With respect to the group introduction, what can be seen by the transcript, which has been helpfully provided, is that there were quite a number of matters that had been listed for hearing by the Tribunal. The transcript is annexed to an affidavit of Agnes Kemenes which was filed on 13 November 2019. At page 2 of that transcript, at line 18, the AAT Member said:
MEMBER: Okay. Now, we’ve got a number of matters listed today.

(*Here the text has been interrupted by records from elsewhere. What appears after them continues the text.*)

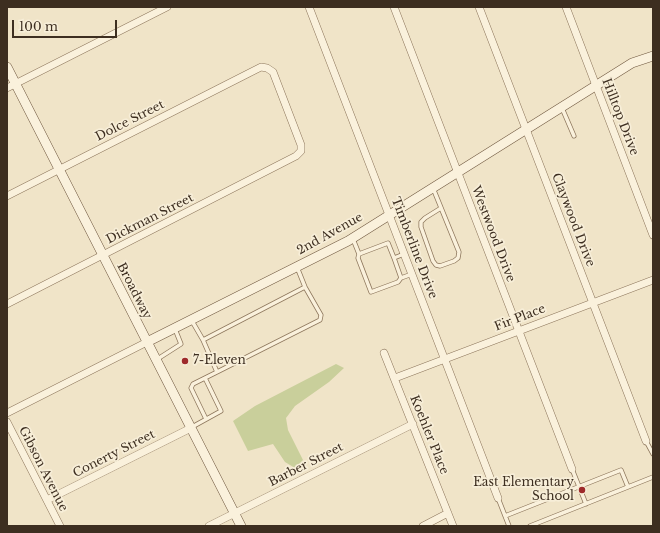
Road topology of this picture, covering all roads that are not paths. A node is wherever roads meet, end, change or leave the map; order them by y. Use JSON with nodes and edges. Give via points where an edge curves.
{"nodes":[{"id":1,"x":167,"y":7,"type":"edge"},
{"id":2,"x":309,"y":7,"type":"edge"},
{"id":3,"x":394,"y":7,"type":"edge"},
{"id":4,"x":479,"y":7,"type":"edge"},
{"id":5,"x":566,"y":7,"type":"edge"},
{"id":6,"x":653,"y":56,"type":"edge"},
{"id":7,"x":7,"y":67,"type":"edge"},
{"id":8,"x":11,"y":85,"type":"edge"},
{"id":9,"x":596,"y":85,"type":"junction"},
{"id":10,"x":561,"y":107,"type":"junction"},
{"id":11,"x":526,"y":128,"type":"junction"},
{"id":12,"x":574,"y":136,"type":"dead end"},
{"id":13,"x":301,"y":151,"type":"joint"},
{"id":14,"x":60,"y":169,"type":"junction"},
{"id":15,"x":458,"y":171,"type":"junction"},
{"id":16,"x":433,"y":186,"type":"junction"},
{"id":17,"x":7,"y":196,"type":"edge"},
{"id":18,"x":441,"y":208,"type":"junction"},
{"id":19,"x":389,"y":214,"type":"junction"},
{"id":20,"x":653,"y":235,"type":"edge"},
{"id":21,"x":352,"y":238,"type":"junction"},
{"id":22,"x":359,"y":254,"type":"junction"},
{"id":23,"x":405,"y":254,"type":"junction"},
{"id":24,"x":102,"y":256,"type":"junction"},
{"id":25,"x":394,"y":258,"type":"junction"},
{"id":26,"x":297,"y":266,"type":"junction"},
{"id":27,"x":412,"y":274,"type":"junction"},
{"id":28,"x":401,"y":278,"type":"junction"},
{"id":29,"x":653,"y":280,"type":"edge"},
{"id":30,"x":305,"y":287,"type":"junction"},
{"id":31,"x":593,"y":302,"type":"junction"},
{"id":32,"x":7,"y":304,"type":"edge"},
{"id":33,"x":192,"y":320,"type":"junction"},
{"id":34,"x":175,"y":328,"type":"junction"},
{"id":35,"x":519,"y":331,"type":"junction"},
{"id":36,"x":202,"y":340,"type":"junction"},
{"id":37,"x":147,"y":342,"type":"junction"},
{"id":38,"x":384,"y":353,"type":"dead end"},
{"id":39,"x":445,"y":359,"type":"junction"},
{"id":40,"x":156,"y":360,"type":"junction"},
{"id":41,"x":217,"y":372,"type":"junction"},
{"id":42,"x":205,"y":378,"type":"junction"},
{"id":43,"x":395,"y":378,"type":"junction"},
{"id":44,"x":7,"y":413,"type":"edge"},
{"id":45,"x":206,"y":420,"type":"junction"},
{"id":46,"x":7,"y":422,"type":"edge"},
{"id":47,"x":413,"y":424,"type":"junction"},
{"id":48,"x":191,"y":428,"type":"junction"},
{"id":49,"x":646,"y":441,"type":"joint"},
{"id":50,"x":653,"y":455,"type":"edge"},
{"id":51,"x":572,"y":469,"type":"joint"},
{"id":52,"x":653,"y":477,"type":"edge"},
{"id":53,"x":579,"y":486,"type":"junction"},
{"id":54,"x":628,"y":487,"type":"junction"},
{"id":55,"x":498,"y":498,"type":"joint"},
{"id":56,"x":47,"y":500,"type":"junction"},
{"id":57,"x":586,"y":504,"type":"junction"},
{"id":58,"x":235,"y":513,"type":"junction"},
{"id":59,"x":448,"y":513,"type":"junction"},
{"id":60,"x":505,"y":516,"type":"junction"},
{"id":61,"x":60,"y":526,"type":"edge"},
{"id":62,"x":209,"y":526,"type":"edge"},
{"id":63,"x":241,"y":526,"type":"edge"},
{"id":64,"x":423,"y":526,"type":"edge"},
{"id":65,"x":453,"y":526,"type":"edge"},
{"id":66,"x":509,"y":526,"type":"edge"},
{"id":67,"x":530,"y":526,"type":"edge"}],
"edges":[{"from":1,"to":8,"type":"street"},
{"from":2,"to":19,"type":"street","name":"Timberline Drive"},
{"from":3,"to":15,"type":"street","name":"Westwood Drive"},
{"from":4,"to":11,"type":"street","name":"Claywood Drive"},
{"from":5,"to":9,"type":"street","name":"Hilltop Drive"},
{"from":6,"to":9,"type":"street","name":"2nd Avenue","via":[[632,63]]},
{"from":7,"to":8,"type":"street","name":"Broadway"},
{"from":8,"to":14,"type":"street","name":"Broadway"},
{"from":9,"to":10,"type":"street","name":"2nd Avenue"},
{"from":9,"to":20,"type":"street","name":"Hilltop Drive"},
{"from":10,"to":11,"type":"street","name":"2nd Avenue"},
{"from":10,"to":12,"type":"lane"},
{"from":11,"to":15,"type":"street","name":"2nd Avenue"},
{"from":11,"to":31,"type":"street","name":"Claywood Drive"},
{"from":13,"to":14,"type":"street","name":"Dolce Street","via":[[301,142],[273,72],[256,68]]},
{"from":13,"to":24,"type":"street","name":"Dickman Street","via":[[296,156]]},
{"from":14,"to":17,"type":"street","name":"Dolce Street"},
{"from":14,"to":24,"type":"street","name":"Broadway"},
{"from":15,"to":16,"type":"street","name":"2nd Avenue"},
{"from":15,"to":35,"type":"street","name":"Westwood Drive"},
{"from":16,"to":18,"type":"lane"},
{"from":16,"to":19,"type":"street","name":"2nd Avenue"},
{"from":18,"to":18,"type":"lane","via":[[459,252],[458,258],[440,266],[433,261],[421,222]]},
{"from":19,"to":21,"type":"street","name":"2nd Avenue"},
{"from":19,"to":23,"type":"street","name":"Timberline Drive"},
{"from":21,"to":22,"type":"lane"},
{"from":21,"to":26,"type":"street","name":"2nd Avenue"},
{"from":22,"to":25,"type":"lane","via":[[388,243]]},
{"from":22,"to":28,"type":"lane","via":[[358,258],[371,292],[398,282]]},
{"from":23,"to":25,"type":"lane"},
{"from":23,"to":27,"type":"street","name":"Timberline Drive"},
{"from":24,"to":32,"type":"street","name":"Dickman Street"},
{"from":24,"to":37,"type":"street","name":"Broadway"},
{"from":25,"to":28,"type":"lane"},
{"from":26,"to":30,"type":"lane"},
{"from":26,"to":33,"type":"street","name":"2nd Avenue"},
{"from":27,"to":28,"type":"lane"},
{"from":27,"to":39,"type":"street","name":"Timberline Drive"},
{"from":29,"to":31,"type":"street","name":"Fir Place"},
{"from":30,"to":36,"type":"lane"},
{"from":30,"to":41,"type":"lane","via":[[321,315],[320,320]]},
{"from":31,"to":35,"type":"street","name":"Fir Place"},
{"from":31,"to":49,"type":"street","name":"Claywood Drive"},
{"from":33,"to":34,"type":"street","name":"2nd Avenue"},
{"from":33,"to":36,"type":"lane"},
{"from":34,"to":37,"type":"street","name":"2nd Avenue"},
{"from":34,"to":40,"type":"lane","via":[[181,344]]},
{"from":35,"to":39,"type":"street","name":"Fir Place"},
{"from":35,"to":51,"type":"street","name":"Westwood Drive"},
{"from":36,"to":41,"type":"lane"},
{"from":37,"to":40,"type":"street","name":"Broadway"},
{"from":37,"to":44,"type":"street","name":"2nd Avenue"},
{"from":38,"to":43,"type":"street","name":"Koehler Place"},
{"from":39,"to":43,"type":"street","name":"Fir Place"},
{"from":39,"to":55,"type":"street","name":"Timberline Drive"},
{"from":40,"to":48,"type":"street","name":"Broadway"},
{"from":41,"to":42,"type":"lane"},
{"from":42,"to":45,"type":"lane","via":[[193,384],[192,388]]},
{"from":42,"to":45,"type":"lane","via":[[221,411]]},
{"from":43,"to":47,"type":"street","name":"Koehler Place"},
{"from":45,"to":48,"type":"lane"},
{"from":46,"to":56,"type":"street","name":"Gibson Avenue"},
{"from":47,"to":58,"type":"street","name":"Barber Street"},
{"from":47,"to":59,"type":"street","name":"Koehler Place"},
{"from":48,"to":56,"type":"street","name":"Conerty Street"},
{"from":48,"to":58,"type":"street","name":"Broadway"},
{"from":49,"to":50,"type":"lane"},
{"from":51,"to":53,"type":"lane"},
{"from":52,"to":54,"type":"lane"},
{"from":53,"to":54,"type":"lane","via":[[621,470]]},
{"from":53,"to":57,"type":"lane"},
{"from":53,"to":60,"type":"lane"},
{"from":54,"to":57,"type":"lane"},
{"from":55,"to":60,"type":"lane"},
{"from":56,"to":61,"type":"street","name":"Gibson Avenue"},
{"from":57,"to":67,"type":"lane"},
{"from":58,"to":62,"type":"street","name":"Barber Street"},
{"from":58,"to":63,"type":"street","name":"Broadway"},
{"from":59,"to":64,"type":"street"},
{"from":59,"to":65,"type":"street","name":"Koehler Place"},
{"from":60,"to":66,"type":"lane"}]}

He then talks about one particular matter that they have dismissed because the person has not shown. He then says:
Now, what I propose to do today is a –
and the word is indistinct – “introduction”:
That’s a group introduction.
The Member then gives a number of, as it were, introductory remarks, saying:
You are participating in the hearing today because a delegate of the Minister in what was then known as the Department of Immigration now known as the Department of Home Affairs refused your application for student visas. This Tribunal is independent of the department. It is a separate body. I will have a fresh look at your application.
And he says that there will be two Members who will be looking at the applications today. The Member says:
Now, just as a matter of law, I should tell you that whilst we both will be looking at your application and we will both give our reasons and our decision, it is a decision of Member Millbank whose decision will prevail because she is listed as the presiding Member. Now, that’s, of course, only in the event we disagree and that is of course, for a later time.
So in reviewing the decision that the delegate has made we must apply the same migration law and we have no discretion to go outside the law. We will consider anything you raise in your evidence today along with the matters raised by the department, and, of course, any issues that arise on the papers before us.
At the moment, of course, I am doing the group introduction. I have however prepared for each of your cases individually, and we will hear each matter individually. Now, if the Tribunal finds the department has made an incorrect decision it will remit the decision back to the department for further consideration. If the Tribunal finds that the department has made the correct decision, it will affirm the decision under review.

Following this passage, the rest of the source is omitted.